## [How to complete this task]
Please find every line in the records below that contains the word "picture", and copy it.
Source material START
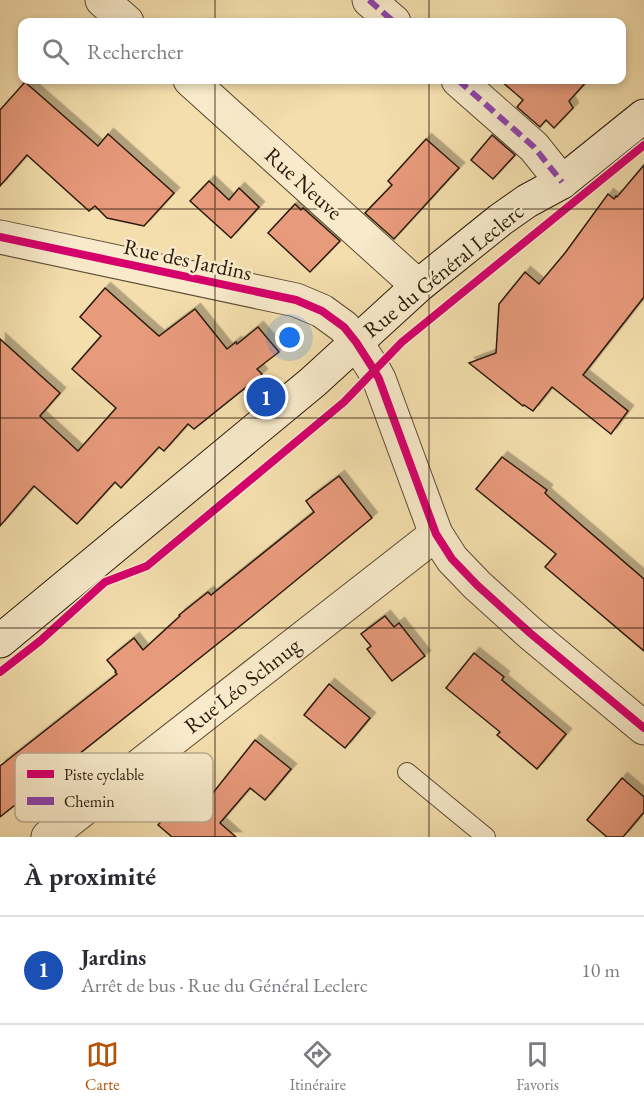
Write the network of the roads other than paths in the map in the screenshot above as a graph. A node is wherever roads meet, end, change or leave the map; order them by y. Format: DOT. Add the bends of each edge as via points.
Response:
graph roads {
  1 [pos="102,0"];
  2 [pos="369,0"];
  3 [pos="122,18"];
  4 [pos="389,18"];
  5 [pos="194,84"];
  6 [pos="463,84"];
  7 [pos="644,116"];
  8 [pos="562,182"];
  9 [pos="0,237"];
  10 [pos="418,286"];
  11 [pos="356,342"];
  12 [pos="436,534"];
  13 [pos="0,641"];
  14 [pos="644,728"];
  15 [pos="156,753"];
  16 [pos="407,772"];
  17 [pos="67,822"];
  18 [pos="48,837"];
  19 [pos="486,837"];
  1 -- 3 [label="street"];
  2 -- 4 [label="street"];
  5 -- 10 [label="street, Rue Neuve"];
  6 -- 8 [label="street" via="534,147"];
  7 -- 8 [label="street, Rue du Général Leclerc"];
  8 -- 10 [label="street, Rue du Général Leclerc" via="500,220"];
  9 -- 11 [label="street, Rue des Jardins" via="296,300 322,310"];
  10 -- 11 [label="street, Rue du Général Leclerc"];
  11 -- 12 [label="street, Rue des Jardins" via="379,379"];
  11 -- 13 [label="street, Rue du Général Leclerc"];
  12 -- 14 [label="street, Rue des Jardins" via="452,559 477,585"];
  12 -- 15 [label="street, Rue Léo Schnug"];
  16 -- 19 [label="lane"];
  17 -- 18 [label="street, Rue Léo Schnug"];
}
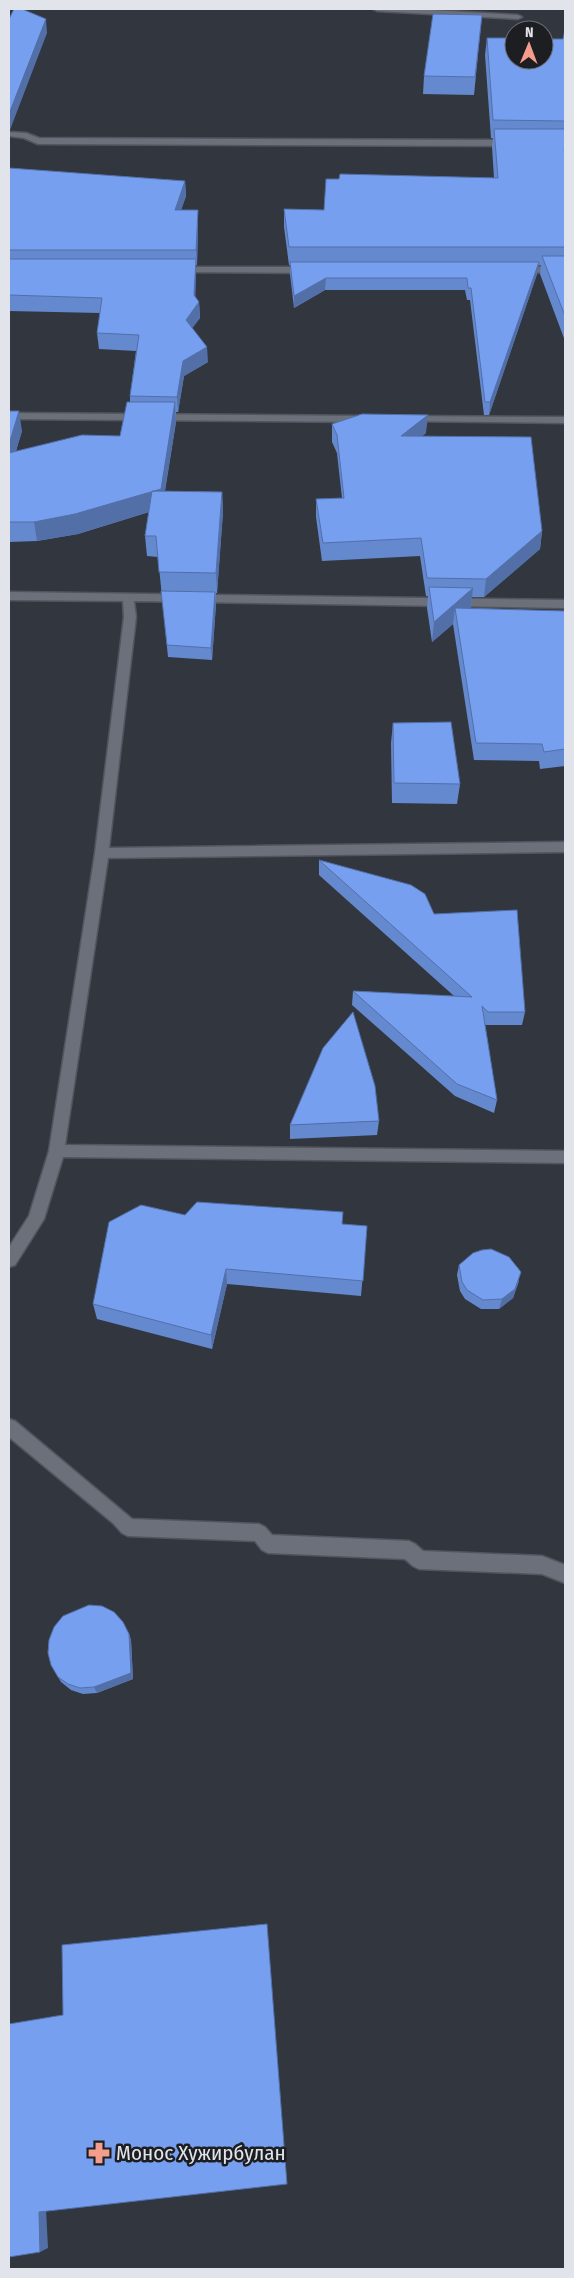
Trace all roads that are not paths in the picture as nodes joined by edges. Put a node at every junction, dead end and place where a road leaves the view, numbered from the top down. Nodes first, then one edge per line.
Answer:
1 (377, 9) edge
2 (518, 17) dead end
3 (9, 134) edge
4 (516, 143) edge
5 (565, 269) edge
6 (167, 270) edge
7 (315, 270) edge
8 (503, 270) edge
9 (9, 416) edge
10 (376, 419) edge
11 (396, 419) edge
12 (565, 420) edge
13 (9, 596) edge
14 (128, 599) junction
15 (565, 604) edge
16 (565, 847) edge
17 (102, 854) junction
18 (57, 1151) junction
19 (565, 1157) edge
20 (9, 1260) edge
21 (9, 1427) edge
22 (565, 1574) edge

1 - 2 street
3 - 4 street
5 - 8 street
6 - 7 street
9 - 10 street
11 - 12 street
13 - 14 street
14 - 15 street
14 - 17 street
16 - 17 street
17 - 18 street
18 - 19 street
18 - 20 street
21 - 22 street

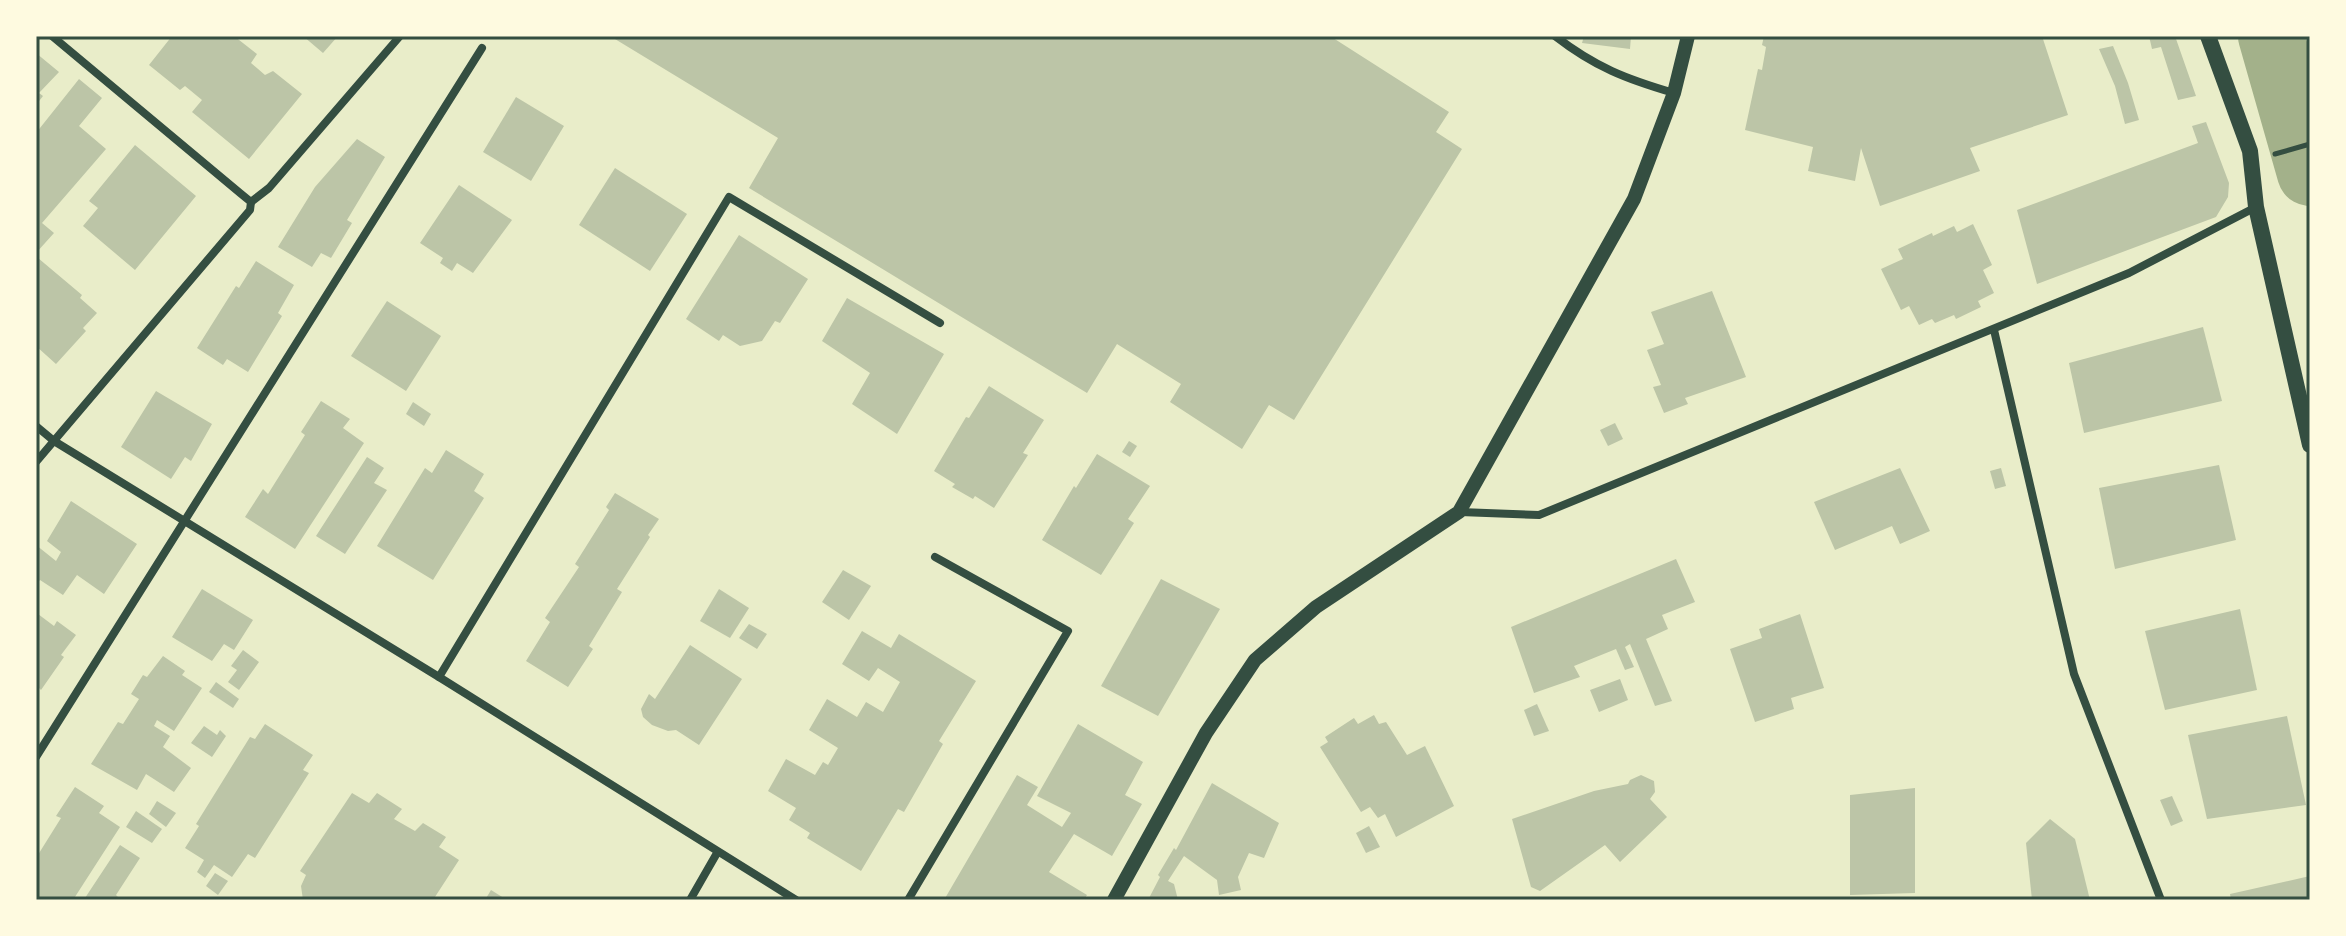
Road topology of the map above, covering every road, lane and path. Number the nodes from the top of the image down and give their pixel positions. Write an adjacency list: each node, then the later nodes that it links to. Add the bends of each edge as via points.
1 (52, 36): 8 (street)
2 (400, 36): 8 (street, via 269,188)
3 (1555, 36): 7 (street, via 1621,77)
4 (1688, 36): 7 (street)
5 (2208, 36): 9 (main road, via 2250,151)
6 (482, 48): 17 (street)
7 (1674, 93): 16 (street, via 1634,199)
8 (251, 202): 13 (street, via 247,214)
9 (2256, 207): 11 (street, via 2129,273); 14 (main road)
10 (940, 323): 19 (street, via 729,197)
11 (1994, 330): 16 (street, via 1539,515); 26 (street, via 2074,674)
12 (36, 426): 13 (street)
13 (54, 441): 15 (street); 17 (street)
14 (2310, 445)
15 (36, 462)
16 (1459, 512): 25 (street, via 1316,607 1255,660 1206,733)
17 (183, 522): 19 (street); 20 (street)
18 (935, 557): 24 (street, via 1068,631)
19 (439, 677): 21 (street)
20 (36, 757)
21 (717, 853): 22 (street); 23 (street)
22 (690, 900)
23 (796, 900)
24 (908, 900)
25 (1114, 900)
26 (2161, 900)

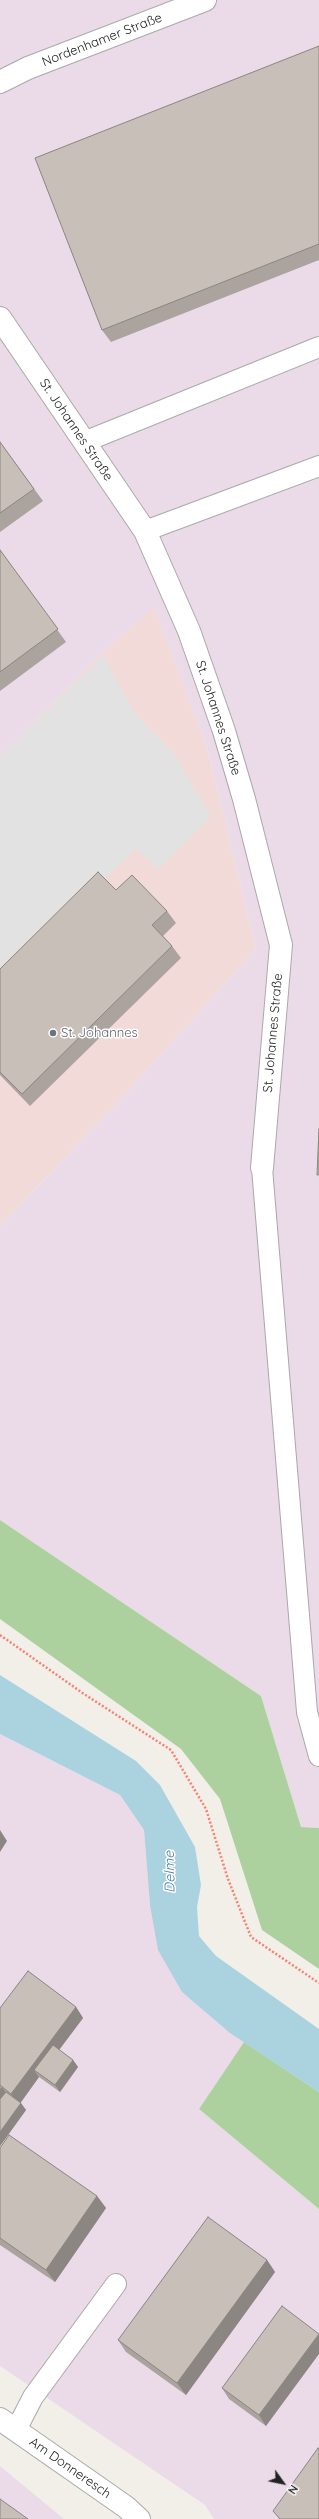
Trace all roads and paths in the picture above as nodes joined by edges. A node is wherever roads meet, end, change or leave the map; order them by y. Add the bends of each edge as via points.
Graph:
1 (205, 0) edge
2 (0, 82) edge
3 (0, 318) edge
4 (319, 347) edge
5 (84, 442) junction
6 (319, 466) edge
7 (145, 531) junction
8 (262, 1168) joint
9 (0, 1635) edge
10 (319, 1756) edge
11 (319, 1983) edge
12 (116, 2284) dead end
13 (8, 2424) edge
14 (139, 2519) edge

1 - 2 street, Nordenhamer Straße via 28,68
3 - 5 street, St. Johannes Straße
4 - 5 lane
5 - 7 street, St. Johannes Straße
6 - 7 lane
7 - 8 street, St. Johannes Straße via 189,631 224,731 281,945
8 - 10 lane via 307,1712
9 - 11 path via 84,1694 171,1750 206,1809 228,1879 251,1936
12 - 13 lane via 33,2397
13 - 14 street, Am Donneresch via 126,2507

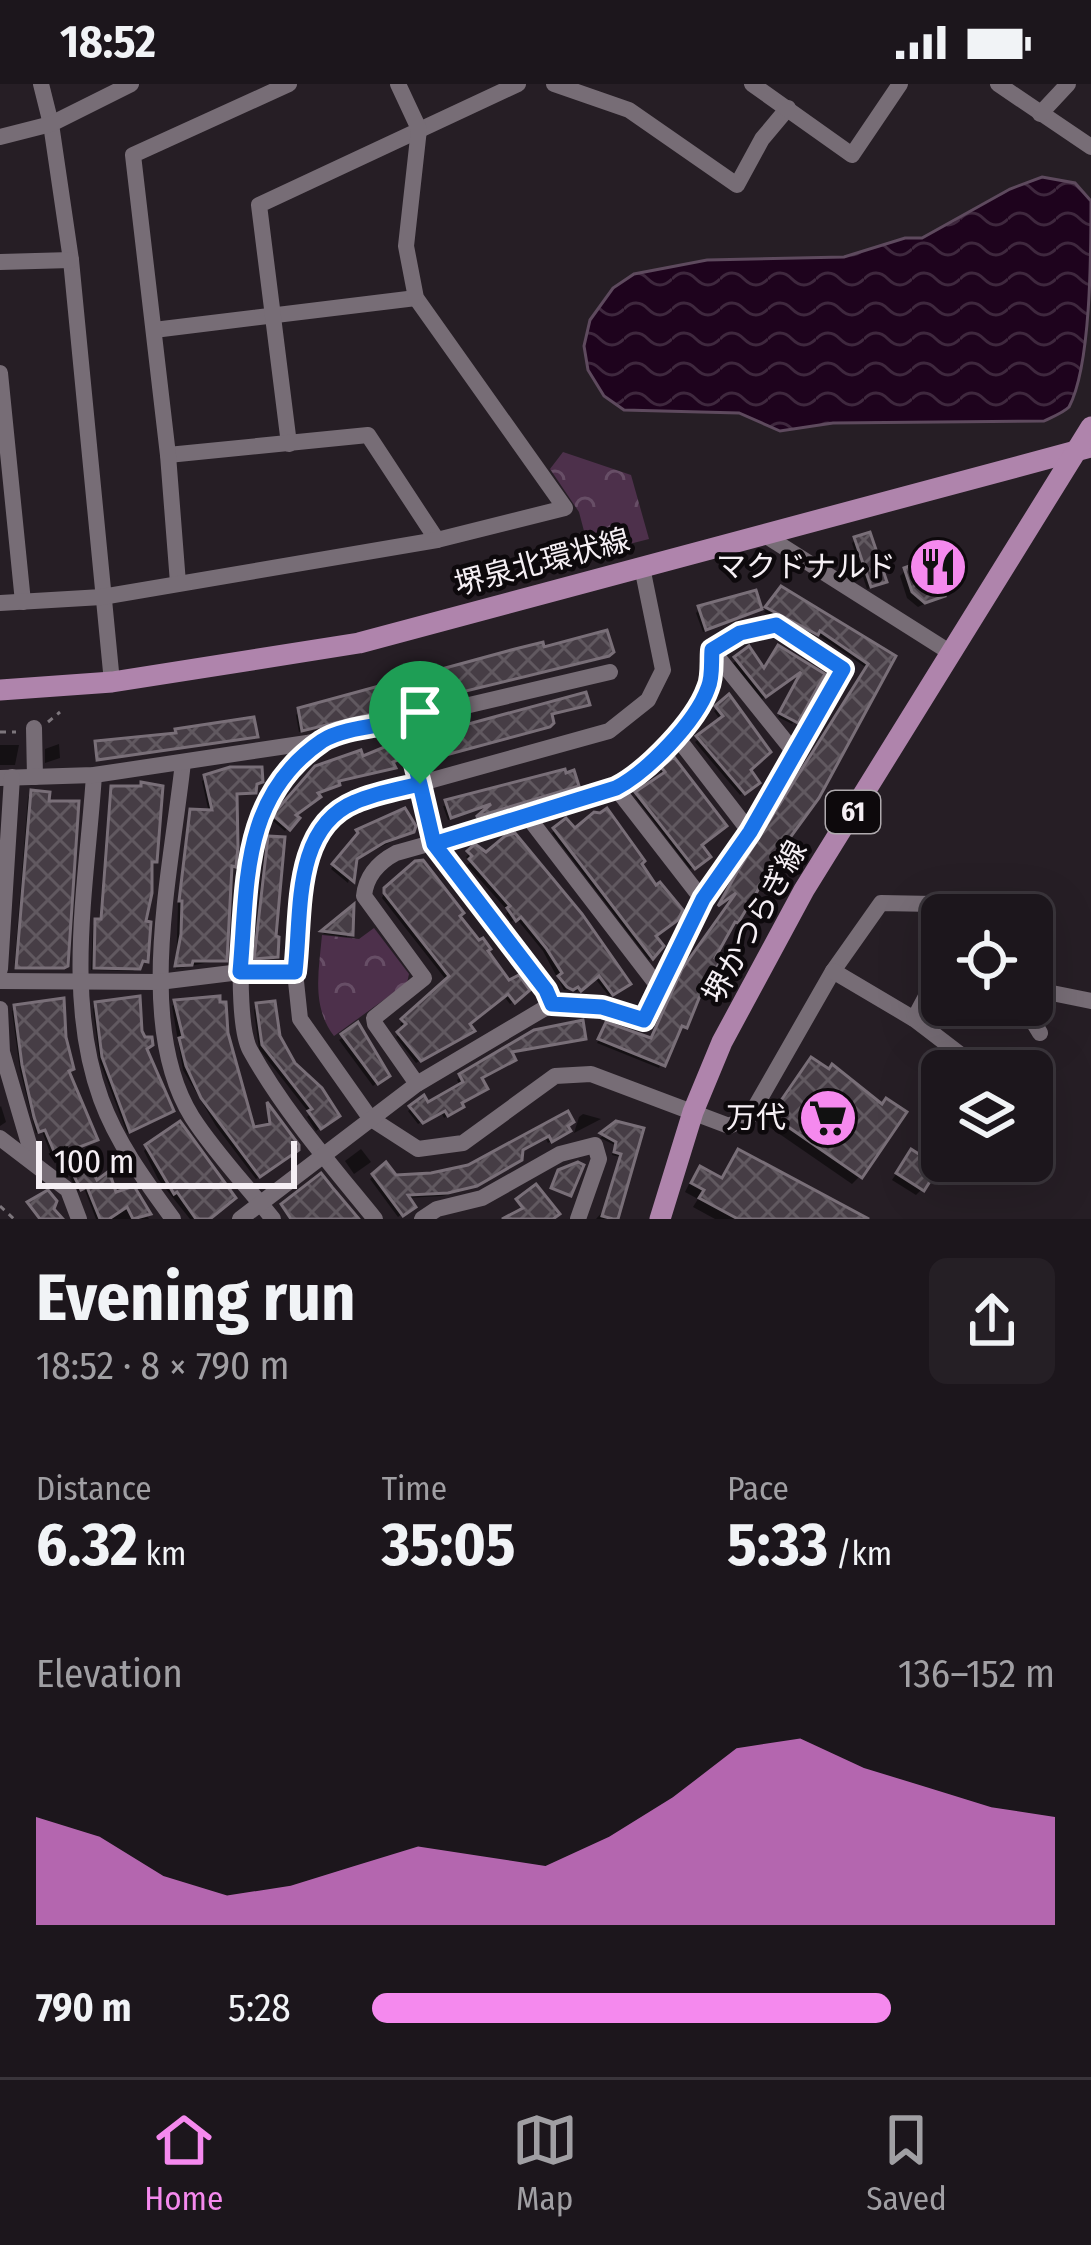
Source material END
## [Answer space]
Trace all roads that are not paths in the picture as nodes joined by edges. Put a node at every junction, dead end and place where a road leaves the view, numbered from the top down. Nodes first, then one edge per line.
Trace all roads and paths in the picture above as nodes joined by edges. A node is wherever roads meet, end, change or leave the map; order them by y. Add the bends of each edge as via points.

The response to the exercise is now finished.